**Instructions to follow**
Say how many lines in the records hold "paths". Nothing but the number should be given.
[[ Dataset, beginning ]]
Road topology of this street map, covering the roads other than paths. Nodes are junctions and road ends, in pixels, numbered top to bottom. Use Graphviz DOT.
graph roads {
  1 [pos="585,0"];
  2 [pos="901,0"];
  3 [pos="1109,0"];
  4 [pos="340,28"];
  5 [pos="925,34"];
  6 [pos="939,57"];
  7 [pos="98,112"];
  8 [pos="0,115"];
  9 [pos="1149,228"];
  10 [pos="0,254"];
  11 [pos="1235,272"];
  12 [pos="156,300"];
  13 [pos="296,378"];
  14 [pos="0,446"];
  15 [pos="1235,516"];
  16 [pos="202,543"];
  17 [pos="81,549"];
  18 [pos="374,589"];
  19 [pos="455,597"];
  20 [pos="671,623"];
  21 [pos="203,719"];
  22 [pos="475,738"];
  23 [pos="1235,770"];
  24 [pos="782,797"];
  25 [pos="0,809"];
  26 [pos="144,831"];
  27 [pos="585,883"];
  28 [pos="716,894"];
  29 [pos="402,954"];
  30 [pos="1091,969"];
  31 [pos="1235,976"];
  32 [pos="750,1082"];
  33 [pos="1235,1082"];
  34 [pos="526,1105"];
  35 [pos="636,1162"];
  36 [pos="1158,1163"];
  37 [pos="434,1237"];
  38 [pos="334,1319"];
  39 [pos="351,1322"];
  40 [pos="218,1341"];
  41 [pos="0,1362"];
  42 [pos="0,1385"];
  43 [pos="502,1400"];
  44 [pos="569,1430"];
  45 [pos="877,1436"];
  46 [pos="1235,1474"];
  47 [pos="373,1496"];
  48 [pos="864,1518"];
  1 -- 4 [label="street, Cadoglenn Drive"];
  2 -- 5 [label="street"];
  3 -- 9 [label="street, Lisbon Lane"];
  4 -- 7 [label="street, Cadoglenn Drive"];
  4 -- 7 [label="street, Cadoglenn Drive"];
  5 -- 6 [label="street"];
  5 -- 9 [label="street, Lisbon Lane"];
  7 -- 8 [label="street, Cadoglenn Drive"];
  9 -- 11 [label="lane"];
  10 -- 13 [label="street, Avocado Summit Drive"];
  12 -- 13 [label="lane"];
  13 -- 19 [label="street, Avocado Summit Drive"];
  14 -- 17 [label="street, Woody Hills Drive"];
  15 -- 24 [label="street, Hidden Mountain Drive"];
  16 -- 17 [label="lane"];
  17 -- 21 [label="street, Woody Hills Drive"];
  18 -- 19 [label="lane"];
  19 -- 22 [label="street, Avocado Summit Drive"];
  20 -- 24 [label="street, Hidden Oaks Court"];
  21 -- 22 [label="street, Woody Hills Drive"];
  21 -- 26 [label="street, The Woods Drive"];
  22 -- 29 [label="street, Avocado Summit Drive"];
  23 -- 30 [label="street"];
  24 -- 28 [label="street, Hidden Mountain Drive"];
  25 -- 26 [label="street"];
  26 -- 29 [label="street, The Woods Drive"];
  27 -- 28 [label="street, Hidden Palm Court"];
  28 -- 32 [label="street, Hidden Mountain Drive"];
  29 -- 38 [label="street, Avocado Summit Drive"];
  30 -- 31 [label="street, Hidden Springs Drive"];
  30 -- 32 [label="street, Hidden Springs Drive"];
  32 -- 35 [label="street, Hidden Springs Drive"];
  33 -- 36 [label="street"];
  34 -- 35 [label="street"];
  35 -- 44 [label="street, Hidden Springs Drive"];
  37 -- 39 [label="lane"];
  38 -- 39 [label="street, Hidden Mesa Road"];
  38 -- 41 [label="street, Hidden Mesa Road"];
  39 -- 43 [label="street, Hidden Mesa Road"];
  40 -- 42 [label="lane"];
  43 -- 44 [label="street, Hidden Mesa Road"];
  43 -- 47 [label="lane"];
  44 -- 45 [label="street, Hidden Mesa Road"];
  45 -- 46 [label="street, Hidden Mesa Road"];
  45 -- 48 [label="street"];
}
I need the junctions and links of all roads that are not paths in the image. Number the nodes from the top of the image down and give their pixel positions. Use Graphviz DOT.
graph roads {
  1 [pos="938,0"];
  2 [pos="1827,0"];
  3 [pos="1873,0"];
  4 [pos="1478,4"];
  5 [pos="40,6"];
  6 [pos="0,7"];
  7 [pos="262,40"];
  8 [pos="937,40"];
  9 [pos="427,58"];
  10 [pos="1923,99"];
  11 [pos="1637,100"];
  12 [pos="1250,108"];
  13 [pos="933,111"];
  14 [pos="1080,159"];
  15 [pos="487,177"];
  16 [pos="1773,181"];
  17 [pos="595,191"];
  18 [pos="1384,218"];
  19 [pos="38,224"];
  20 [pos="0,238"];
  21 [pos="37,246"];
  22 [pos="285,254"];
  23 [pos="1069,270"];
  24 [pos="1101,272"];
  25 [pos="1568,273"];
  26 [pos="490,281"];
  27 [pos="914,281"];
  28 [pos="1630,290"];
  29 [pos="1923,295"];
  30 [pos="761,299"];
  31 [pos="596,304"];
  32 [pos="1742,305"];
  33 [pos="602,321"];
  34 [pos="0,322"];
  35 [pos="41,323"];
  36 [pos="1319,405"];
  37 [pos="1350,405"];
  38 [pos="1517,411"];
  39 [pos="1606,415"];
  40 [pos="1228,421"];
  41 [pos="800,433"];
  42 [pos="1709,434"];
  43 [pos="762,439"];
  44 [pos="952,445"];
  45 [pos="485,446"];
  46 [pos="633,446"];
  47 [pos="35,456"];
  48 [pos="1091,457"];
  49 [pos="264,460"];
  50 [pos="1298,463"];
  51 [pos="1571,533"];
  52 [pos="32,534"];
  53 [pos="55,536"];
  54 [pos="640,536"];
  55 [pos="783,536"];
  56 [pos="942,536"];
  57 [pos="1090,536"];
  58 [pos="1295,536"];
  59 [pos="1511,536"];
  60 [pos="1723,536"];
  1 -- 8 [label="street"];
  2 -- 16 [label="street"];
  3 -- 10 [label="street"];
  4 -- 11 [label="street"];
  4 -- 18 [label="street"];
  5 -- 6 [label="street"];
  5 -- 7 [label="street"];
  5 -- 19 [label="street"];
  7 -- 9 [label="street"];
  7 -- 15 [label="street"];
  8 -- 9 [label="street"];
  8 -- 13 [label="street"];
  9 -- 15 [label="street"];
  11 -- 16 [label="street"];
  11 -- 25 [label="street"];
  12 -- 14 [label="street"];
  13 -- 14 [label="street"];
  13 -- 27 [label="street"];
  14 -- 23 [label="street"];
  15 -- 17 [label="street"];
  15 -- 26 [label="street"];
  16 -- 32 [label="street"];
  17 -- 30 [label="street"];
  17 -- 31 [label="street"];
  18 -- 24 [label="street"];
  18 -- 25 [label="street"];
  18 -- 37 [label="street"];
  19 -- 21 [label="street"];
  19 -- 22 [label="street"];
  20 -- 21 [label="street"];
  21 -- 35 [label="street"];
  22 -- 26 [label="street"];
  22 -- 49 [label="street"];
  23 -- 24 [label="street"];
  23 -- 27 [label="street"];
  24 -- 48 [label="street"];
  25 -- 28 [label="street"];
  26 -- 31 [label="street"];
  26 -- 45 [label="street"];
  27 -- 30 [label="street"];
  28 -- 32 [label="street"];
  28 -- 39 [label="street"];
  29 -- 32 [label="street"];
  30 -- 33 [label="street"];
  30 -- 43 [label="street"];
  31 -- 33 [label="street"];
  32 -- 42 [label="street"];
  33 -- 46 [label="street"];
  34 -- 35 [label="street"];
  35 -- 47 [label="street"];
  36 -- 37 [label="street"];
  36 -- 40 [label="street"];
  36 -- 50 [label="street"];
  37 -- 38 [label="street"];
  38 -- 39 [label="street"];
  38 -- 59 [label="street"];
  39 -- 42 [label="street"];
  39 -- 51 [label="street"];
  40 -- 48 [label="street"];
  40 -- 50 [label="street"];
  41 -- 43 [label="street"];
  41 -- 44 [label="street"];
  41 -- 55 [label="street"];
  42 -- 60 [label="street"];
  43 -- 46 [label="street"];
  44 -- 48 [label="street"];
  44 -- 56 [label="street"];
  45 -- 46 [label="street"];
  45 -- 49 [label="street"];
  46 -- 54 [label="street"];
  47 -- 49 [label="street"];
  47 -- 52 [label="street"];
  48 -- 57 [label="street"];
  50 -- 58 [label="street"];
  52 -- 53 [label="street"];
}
[[ Dataset, end ]]
**Exercise answer**
2